_Exercise description_: In the entries below, how many lines hold the string "大津能登川長浜線"? Give only the number.

--- Data provided ---

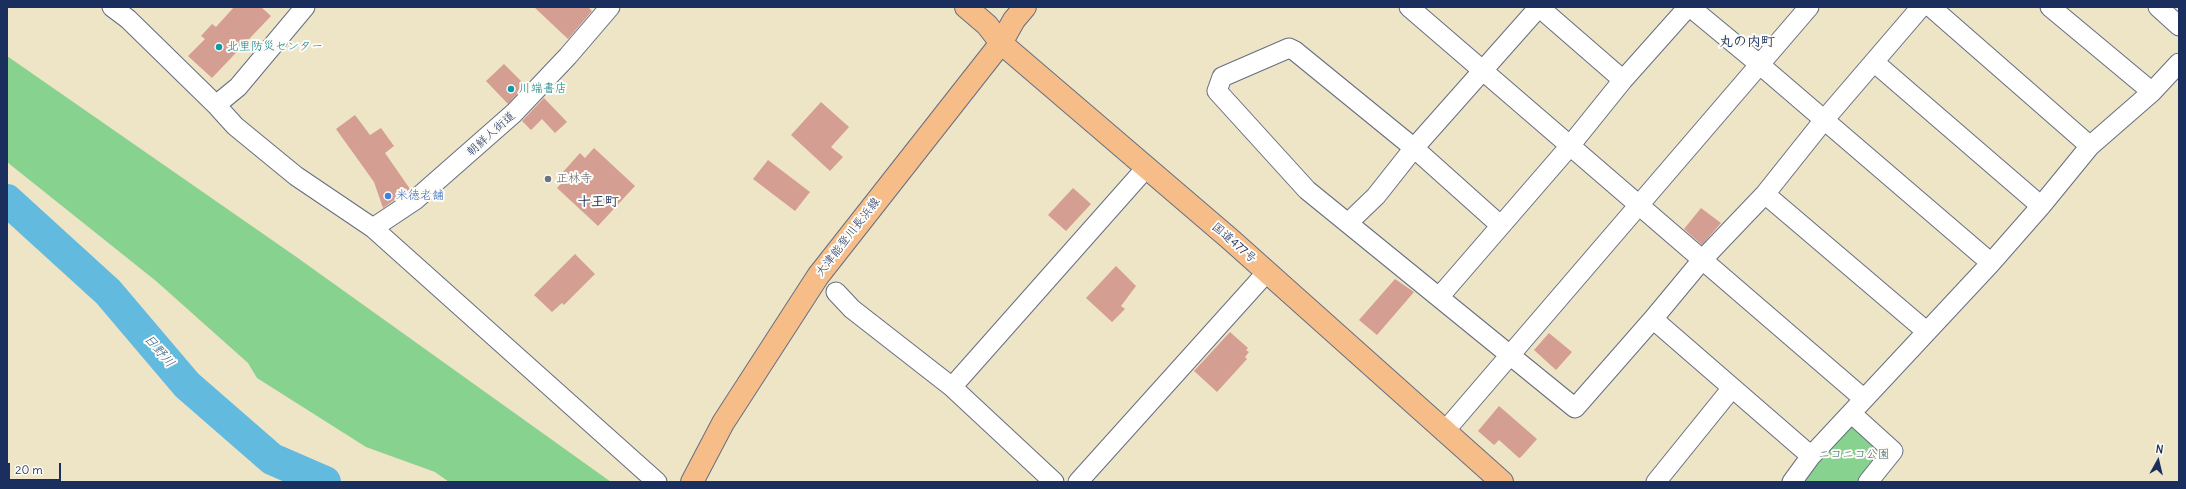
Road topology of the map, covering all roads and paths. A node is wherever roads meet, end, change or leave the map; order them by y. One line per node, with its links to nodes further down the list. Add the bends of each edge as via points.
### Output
1 (112, 7): 22 (street, via 128,19)
2 (306, 7): 22 (street, via 238,87)
3 (610, 7): 33 (street, 朝鮮人街道, via 514,113 414,200)
4 (966, 7): 15 (main road, 国道477号, via 987,25)
5 (1026, 7): 15 (main road, 大津能登川長浜線, via 1014,20)
6 (1409, 7): 19 (street)
7 (1539, 7): 19 (street); 20 (street)
8 (1689, 7): 18 (street); 20 (street)
9 (1809, 7): 18 (street)
10 (1921, 7): 16 (street)
11 (1931, 7): 24 (street)
12 (2050, 7): 21 (street)
13 (2158, 7): 14 (street)
14 (2179, 26)
15 (1001, 43): 27 (main road, 国道477号); 48 (main road, 大津能登川長浜線, via 818,276 723,422)
16 (1874, 62): 23 (street); 30 (street)
17 (2179, 63): 21 (street)
18 (1760, 64): 23 (street); 29 (street)
19 (1482, 71): 25 (street); 26 (street)
20 (1623, 80): 25 (street)
21 (2152, 92): 24 (street)
22 (216, 104): 33 (street, via 235,126 296,176)
23 (1824, 120): 28 (street); 35 (street)
24 (2090, 146): 30 (street)
25 (1569, 147): 29 (street); 32 (street)
26 (1414, 148): 31 (street, via 1376,196); 31 (street, via 1289,48 1222,76 1217,91 1307,190); 32 (street)
27 (1146, 168): 36 (main road, 国道477号); 42 (street)
28 (1765, 194): 34 (street); 40 (street)
29 (1638, 205): 34 (street); 41 (street)
30 (2041, 206): 35 (street)
31 (1349, 222): 38 (street)
32 (1500, 225): 38 (street)
33 (373, 228): 47 (street)
34 (1702, 260): 39 (street); 44 (street)
35 (1991, 263): 40 (street)
36 (1267, 272): 45 (main road, 国道477号); 50 (street)
37 (836, 292): 42 (street, via 852,309)
38 (1440, 296): 41 (street)
39 (1653, 319): 41 (street, via 1575,408); 43 (street)
40 (1926, 331): 44 (street)
41 (1510, 356): 45 (street)
42 (952, 387): 49 (street)
43 (1732, 388): 46 (street); 52 (street)
44 (1858, 406): 46 (street); 54 (street, via 1893,451)
45 (1444, 432): 51 (main road, 国道477号)
46 (1811, 456): 53 (street)
47 (657, 482)
48 (692, 482)
49 (1054, 482)
50 (1078, 482)
51 (1502, 482)
52 (1656, 482)
53 (1792, 482)
54 (1868, 482)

---

_Task result_: 2